Easy zoodle recipes to try
- Zucchini Pasta Pesto
- Garlic Roasted Shrimp with Zucchini Pasta
- Crock Pot Turkey Bolognese Sauce with Zucchini Noodles
- Easy Chicken & Veggie Stir Fry with Zoodles
How to Make Zoodles
- 4 medium zucchini
- Cut the ends off of each zuccini and peel if desired.
- Place one zucchini in the spiralizer and turn the handle to spiralize it. Cut strands to pasta length. Repeat with remaining zucchini.
- At this point, the zoodles are ready to cook or use raw. If they will be used in a recipe that does not need extra liquid, lightly salt the zoodles and let them drain in a colander to remove any excess moisture.
This looks easy ! I have been trying to incorporate more veggies into our meals, and this blog is full of ideas. My youngest child is a very picky eater. He will not touch a vegetable or a fruit. My oldest would eat veg and fruits all day if I let him.

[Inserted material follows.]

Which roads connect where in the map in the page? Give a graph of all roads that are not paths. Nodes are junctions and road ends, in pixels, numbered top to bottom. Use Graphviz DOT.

I've never thought of substituting zucchini for pasta. Is this a better alternative than spaghetti squash from the nutrition/health point of view?

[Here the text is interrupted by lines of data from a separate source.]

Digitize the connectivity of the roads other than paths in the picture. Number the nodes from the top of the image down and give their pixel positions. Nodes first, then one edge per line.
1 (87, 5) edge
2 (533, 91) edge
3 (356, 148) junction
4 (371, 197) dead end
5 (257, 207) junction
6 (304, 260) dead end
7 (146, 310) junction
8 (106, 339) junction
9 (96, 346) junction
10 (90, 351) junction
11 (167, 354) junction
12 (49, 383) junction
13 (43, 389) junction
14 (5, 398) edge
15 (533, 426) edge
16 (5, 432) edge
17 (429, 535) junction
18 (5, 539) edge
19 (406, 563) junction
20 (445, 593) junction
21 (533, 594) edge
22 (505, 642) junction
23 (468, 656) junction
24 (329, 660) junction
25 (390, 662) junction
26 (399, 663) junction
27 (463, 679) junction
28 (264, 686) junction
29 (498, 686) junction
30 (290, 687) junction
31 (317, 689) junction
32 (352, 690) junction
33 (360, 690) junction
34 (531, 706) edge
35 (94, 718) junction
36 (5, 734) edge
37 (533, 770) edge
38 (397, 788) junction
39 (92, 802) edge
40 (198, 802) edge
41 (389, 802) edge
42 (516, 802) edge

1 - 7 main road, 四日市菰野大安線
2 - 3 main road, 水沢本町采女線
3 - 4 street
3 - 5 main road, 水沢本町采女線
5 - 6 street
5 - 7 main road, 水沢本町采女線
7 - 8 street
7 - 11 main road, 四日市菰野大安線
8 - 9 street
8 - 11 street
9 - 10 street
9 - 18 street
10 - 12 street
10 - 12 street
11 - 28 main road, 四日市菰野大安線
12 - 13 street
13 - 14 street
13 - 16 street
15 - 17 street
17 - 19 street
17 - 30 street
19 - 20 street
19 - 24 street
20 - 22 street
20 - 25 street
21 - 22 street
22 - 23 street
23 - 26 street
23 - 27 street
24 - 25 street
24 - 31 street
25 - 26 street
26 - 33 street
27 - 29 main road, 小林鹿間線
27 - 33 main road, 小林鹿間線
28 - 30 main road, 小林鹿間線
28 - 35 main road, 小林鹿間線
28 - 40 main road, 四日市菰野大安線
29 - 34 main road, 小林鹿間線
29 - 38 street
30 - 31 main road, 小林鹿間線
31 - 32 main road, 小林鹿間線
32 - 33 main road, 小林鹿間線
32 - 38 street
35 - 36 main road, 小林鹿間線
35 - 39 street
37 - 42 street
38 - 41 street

It's very easy - and zucchini is a good source of vitamin C.
So u dont cook it at all like pasta right??
Cooking is optional - you can eat it raw or toss it in a hot sauce for a few minutes if you want softer noodles.
No. Zoodles cook quickly. You can blanch them or stir fry or saute them quickly. Boiling them like pasta will make them "melt"
Have you ever tried freezing these?
Kari, I have not tried freezing them. If you try it, let me know how it turns out!
You can buy frozen ones so you should be able to freeze your own without cooking first
Update: I've tried freezing them and it does change the texture. The zucchini noodles are are not as firm after thawing them.
I am very new to cooking. What kind of sauces would you recommend with this? And if I boil it in water, for how many minutes?
Kessie, zucchini noodles would work with just about any type of sauce. A couple suggestions are garlic shrimp and walnut pesto. If you blanch them, they just need 1 - 2 minutes in salted boiling water. Then plunge them in ice water to stop the cooking. Here's a link to how to blanch vegetables.
I just purchased a Paderno spiralizer and am looking forward to using it a great deal.I have a couple of questions: I'm wondering if I should peel the zucchini first as it looks like you might have in the photo. And do you have any tips on using this odd-looking gadget? Other than keep well clear of the scary-looking blades... Thanks, just subscribed to your site and looking forward to trying your recipes.
Awesome! Peeling the zucchini is completely optional - it just depends on how you like it. As for tips, it's easier to clean the spiralizer right after you use it. And definitely be careful of the blades - they are sharp! 🙂
I love my paderno spiralizer!
Me too, Patricia!
I plung the zucchini & baby spinach for 1/2 minute in boiled salted water, drain immediately , drizzle w/ lemon/olive oil & stir in basil pesto..., I do peel the zucchini first...love this as a side with grilled chicken or salmon pan seared with basil pesto...yummy!
Chrissa - Physical Kitchness
i ADORE zucchini pasta! I have a manual spiralizer but itching for a fancy one (on my bday wish list). I could spiralize to my little heart's content! This is a great post for those newbies that have never tried veggie pasta alternatives!
I love my spiralizer, Chrissa! You can make so many things with it!